Mais précisément on a du mal à percevoir ce qui de ce retour de l’âme à sa nature première peut procurer un bonheur authentique au sens philosophique du terme d’improgrammable. C’est davantage une sorte de désir nostalgique qui se satisfait un peu comme ces photos du passé que l’on regarde avec satisfaction parce qu’elle nous permette de nous rappeler de bons moments, mais il n’est rien de cette âme restaurée qui se réjouisse d’autre chose que d’avoir toujours été ce qu’elle est, pas davantage que de redécouvrir ce qu’en réalité elle savait déjà, mais sans savoir qu’elle le savait. Cette âme ne trouve pas son bonheur à chercher la vérité mais au contraire à l’avoir toujours déjà connue.  Ce qu’elle trouve n’est que ce qu’elle retrouve et ce qu’elle cherche n’est que ce qu’elle a déjà trouvé. C’est de cette façon que l’on peut expliquer le bonheur de chercher par la certitude ancienne d’avoir toujours déjà trouvé et dont il ne s’agit en fait que de faire revenir à la surface le souvenir.




c) Mathémata / Pathémata

Quelque chose ici nous permet de pointer le lien avec la célèbre formule que Platon avait fait graver au fronton de son école: « que nul n’entre ici s’il n’est géomètre » car il existe un rapport évident entre cette connaissance par le biais de laquelle l’aime retourne à son origine contemplative et les mathématiques. C’est ce que l’étymologie du terme révèle clairement. Mathématiques vient du grec mathémata qui signifie: « ce que l’homme connaît d’avance et qu’il porte en lui-même sans avoir à l’extraire des choses. » Il s’oppose à Pathêmata qui au contraire s’applique aux choses que nous connaissons en en faisant l’expérience, en étant sorti de nous-même par cette expérience. 

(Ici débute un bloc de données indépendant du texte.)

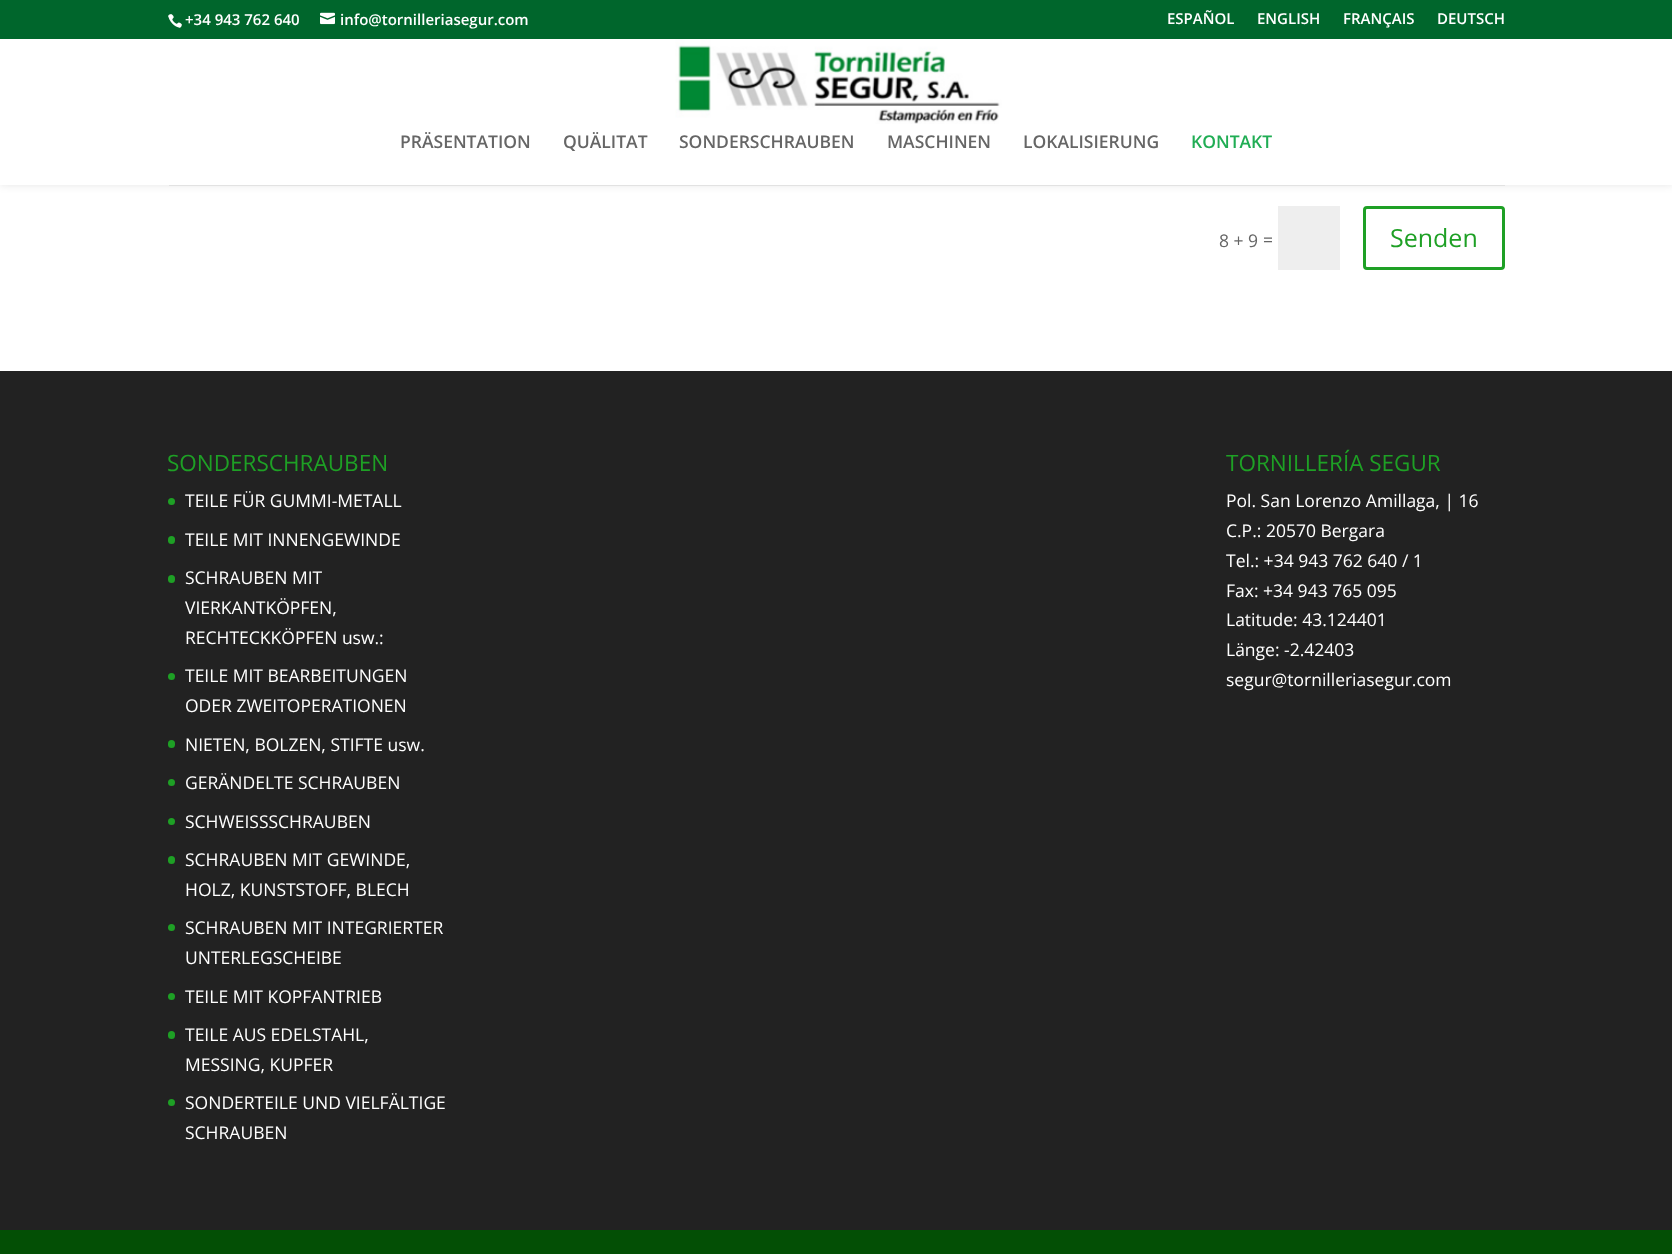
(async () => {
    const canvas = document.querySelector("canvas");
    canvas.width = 1672;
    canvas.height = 1254;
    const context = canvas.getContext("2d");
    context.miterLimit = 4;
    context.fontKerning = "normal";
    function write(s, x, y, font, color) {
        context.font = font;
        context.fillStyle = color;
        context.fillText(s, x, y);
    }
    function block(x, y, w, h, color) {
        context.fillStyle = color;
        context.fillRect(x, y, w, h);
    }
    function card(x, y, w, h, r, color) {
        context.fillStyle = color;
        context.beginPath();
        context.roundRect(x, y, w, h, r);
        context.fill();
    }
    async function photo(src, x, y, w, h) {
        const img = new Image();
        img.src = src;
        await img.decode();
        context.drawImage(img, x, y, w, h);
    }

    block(0, 0, 1672, 1254, "rgb(255, 255, 255)");
    block(169, 185, 1336, 1, "rgb(238, 238, 238)");
    context.fillStyle = "rgba(0, 0, 0, 0.1)";
    context.filter = "blur(4.5px)";
    context.beginPath();
    context.rect(0, 39, 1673, 146);
    context.fill();
    context.filter = "none";
    block(0, 0, 1672, 39, "rgb(0, 102, 44)");
    await photo("media/1.png", 168, 14, 14, 14);
    write("+34 943 762 640", 185, 25, "600 15px Open Sans", "rgb(255, 255, 255)");
    await photo("media/2.png", 320, 12, 15, 13);
    write("info@tornilleriasegur.com", 340, 25, "600 15px Open Sans", "rgb(255, 255, 255)");
    write("ESPAÑOL", 1167, 24, "600 15px Open Sans", "rgb(255, 255, 255)");
    write("ENGLISH", 1257, 24, "600 15px Open Sans", "rgb(255, 255, 255)");
    write("FRANÇAIS", 1343, 24, "600 15px Open Sans", "rgb(255, 255, 255)");
    write("DEUTSCH", 1437, 24, "600 15px Open Sans", "rgb(255, 255, 255)");
    block(0, 39, 1672, 146, "rgb(255, 255, 255)");
    await photo("media/3.png", 675, 39, 327, 85);
    write("PRÄSENTATION", 400, 148, "600 17.5px Open Sans", "rgb(102, 102, 102)");
    write("QUÄLITAT", 563, 148, "600 17.5px Open Sans", "rgb(102, 102, 102)");
    write("SONDERSCHRAUBEN", 679, 148, "600 17.5px Open Sans", "rgb(102, 102, 102)");
    write("MASCHINEN", 887, 148, "600 17.5px Open Sans", "rgb(102, 102, 102)");
    write("LOKALISIERUNG", 1023, 148, "600 17.5px Open Sans", "rgb(102, 102, 102)");
    write("KONTAKT", 1191, 148, "600 17.5px Open Sans", "rgb(32, 173, 84)");
    write("8 + 9", 1219, 247, "17.5px Open Sans", "rgb(102, 102, 102)");
    write("=", 1263, 246, "17.5px Open Sans", "rgb(102, 102, 102)");
    block(1278, 206, 62, 64, "rgb(238, 238, 238)");
    context.beginPath();
    context.roundRect(1364.5, 207.5, 139, 61, 2.5);
    context.strokeStyle = "rgb(30, 160, 37)";
    context.lineWidth = 3;
    context.stroke();
    write("Senden", 1390, 247, "25px Open Sans", "rgb(30, 160, 37)");
    block(0, 371, 1672, 859, "rgb(34, 34, 34)");
    write("SONDERSCHRAUBEN", 167, 471, "22.5px Open Sans", "rgb(30, 160, 37)");
    context.beginPath();
    context.arc(171.5, 501.5, 3.5, 0, Math.PI * 2);
    context.fill();
    write("TEILE FÜR GUMMI-METALL", 185, 507, "17.5px Open Sans", "rgb(255, 255, 255)");
    card(168, 536, 7, 8, 3.5, "rgb(30, 160, 37)");
    write("TEILE MIT INNENGEWINDE", 185, 546, "17.5px Open Sans", "rgb(255, 255, 255)");
    card(168, 575, 7, 8, 3.5, "rgb(30, 160, 37)");
    write("SCHRAUBEN MIT", 185, 584, "17.5px Open Sans", "rgb(255, 255, 255)");
    write("VIERKANTKÖPFEN,", 185, 614, "17.5px Open Sans", "rgb(255, 255, 255)");
    write("RECHTECKKÖPFEN usw.:", 185, 644, "17.5px Open Sans", "rgb(255, 255, 255)");
    context.fillStyle = "rgb(30, 160, 37)";
    context.beginPath();
    context.arc(171.5, 676.5, 3.5, 0, Math.PI * 2);
    context.fill();
    write("TEILE MIT BEARBEITUNGEN", 185, 682, "17.5px Open Sans", "rgb(255, 255, 255)");
    write("ODER ZWEITOPERATIONEN", 185, 712, "17.5px Open Sans", "rgb(255, 255, 255)");
    card(168, 740, 7, 8, 3.5, "rgb(30, 160, 37)");
    write("NIETEN, BOLZEN, STIFTE usw.", 185, 751, "17.5px Open Sans", "rgb(255, 255, 255)");
    context.fillStyle = "rgb(30, 160, 37)";
    context.beginPath();
    context.arc(171.5, 782.5, 3.5, 0, Math.PI * 2);
    context.fill();
    write("GERÄNDELTE SCHRAUBEN", 185, 789, "17.5px Open Sans", "rgb(255, 255, 255)");
    context.fillStyle = "rgb(30, 160, 37)";
    context.beginPath();
    context.arc(171.5, 821.5, 3.5, 0, Math.PI * 2);
    context.fill();
    write("SCHWEISSSCHRAUBEN", 185, 828, "17.5px Open Sans", "rgb(255, 255, 255)");
    card(168, 856, 7, 8, 3.5, "rgb(30, 160, 37)");
    write("SCHRAUBEN MIT GEWINDE,", 185, 866, "17.5px Open Sans", "rgb(255, 255, 255)");
    write("HOLZ, KUNSTSTOFF, BLECH", 185, 896, "17.5px Open Sans", "rgb(255, 255, 255)");
    context.fillStyle = "rgb(30, 160, 37)";
    context.beginPath();
    context.arc(171.5, 927.5, 3.5, 0, Math.PI * 2);
    context.fill();
    write("SCHRAUBEN MIT INTEGRIERTER", 185, 934, "17.5px Open Sans", "rgb(255, 255, 255)");
    write("UNTERLEGSCHEIBE", 185, 964, "17.5px Open Sans", "rgb(255, 255, 255)");
    context.fillStyle = "rgb(30, 160, 37)";
    context.beginPath();
    context.arc(171.5, 996.5, 3.5, 0, Math.PI * 2);
    context.fill();
    write("TEILE MIT KOPFANTRIEB", 185, 1003, "17.5px Open Sans", "rgb(255, 255, 255)");
    card(168, 1031, 7, 8, 3.5, "rgb(30, 160, 37)");
    write("TEILE AUS EDELSTAHL,", 185, 1041, "17.5px Open Sans", "rgb(255, 255, 255)");
    write("MESSING, KUPFER", 185, 1071, "17.5px Open Sans", "rgb(255, 255, 255)");
    context.fillStyle = "rgb(30, 160, 37)";
    context.beginPath();
    context.arc(171.5, 1102.5, 3.5, 0, Math.PI * 2);
    context.fill();
    write("SONDERTEILE UND VIELFÄLTIGE", 185, 1109, "17.5px Open Sans", "rgb(255, 255, 255)");
    write("SCHRAUBEN", 185, 1139, "17.5px Open Sans", "rgb(255, 255, 255)");
    write("TORNILLERÍA SEGUR", 1226, 471, "22.5px Open Sans", "rgb(30, 160, 37)");
    write("Pol. San Lorenzo Amillaga, | 16", 1226, 507, "17.5px Open Sans", "rgb(255, 255, 255)");
    write("C.P.: 20570 Bergara", 1226, 537, "17.5px Open Sans", "rgb(255, 255, 255)");
    write("Tel.: +34 943 762 640 / 1", 1226, 567, "17.5px Open Sans", "rgb(255, 255, 255)");
    write("Fax: +34 943 765 095", 1226, 597, "17.5px Open Sans", "rgb(255, 255, 255)");
    write("Latitude: 43.124401", 1226, 626, "17.5px Open Sans", "rgb(255, 255, 255)");
    write("Länge: -2.42403", 1226, 656, "17.5px Open Sans", "rgb(255, 255, 255)");
    write("segur@tornilleriasegur.com", 1226, 686, "17.5px Open Sans", "rgb(255, 255, 255)");
    block(0, 1230, 1672, 24, "rgb(3, 79, 5)");
})();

De fait l’épreuve que nous faisons d’une vérité mathématique est toujours celle d’une pensée qui se révèle à elle-même par l’exercice rigoureux de ses propres rouages. Elle ne consiste pas dans une science empirique (« empeiria »: expérience). L’effet de vérité d’une proposition mathématique exacte ne vient donc aucunement de son rapport au monde mais seulement de la concordance avec soi d’un esprit humain. Ce ne serait pas excessif que d’affirmer que la grande force mais aussi la faiblesse des mathématiques est de pouvoir fonctionner « sans monde ». Un mathématicien porte avec soi sa science et l’on ne peut en dire autant d’aucune autre science, qui toutes effectuent un passage par l’observation d’une réalité donnée. Il existe donc bel et bien une satisfaction mathématique, mais elle est finalement en tous points semblable à ce que décrit Platon de la réminiscence:  elle consiste dans l’effet de transparence à soi d’une pensée qui se déploie dans des opérations d’une rigueur totale mais aussi « pure » au sens de non influencée par les aléas des circonstances ou des imprévus du monde réel.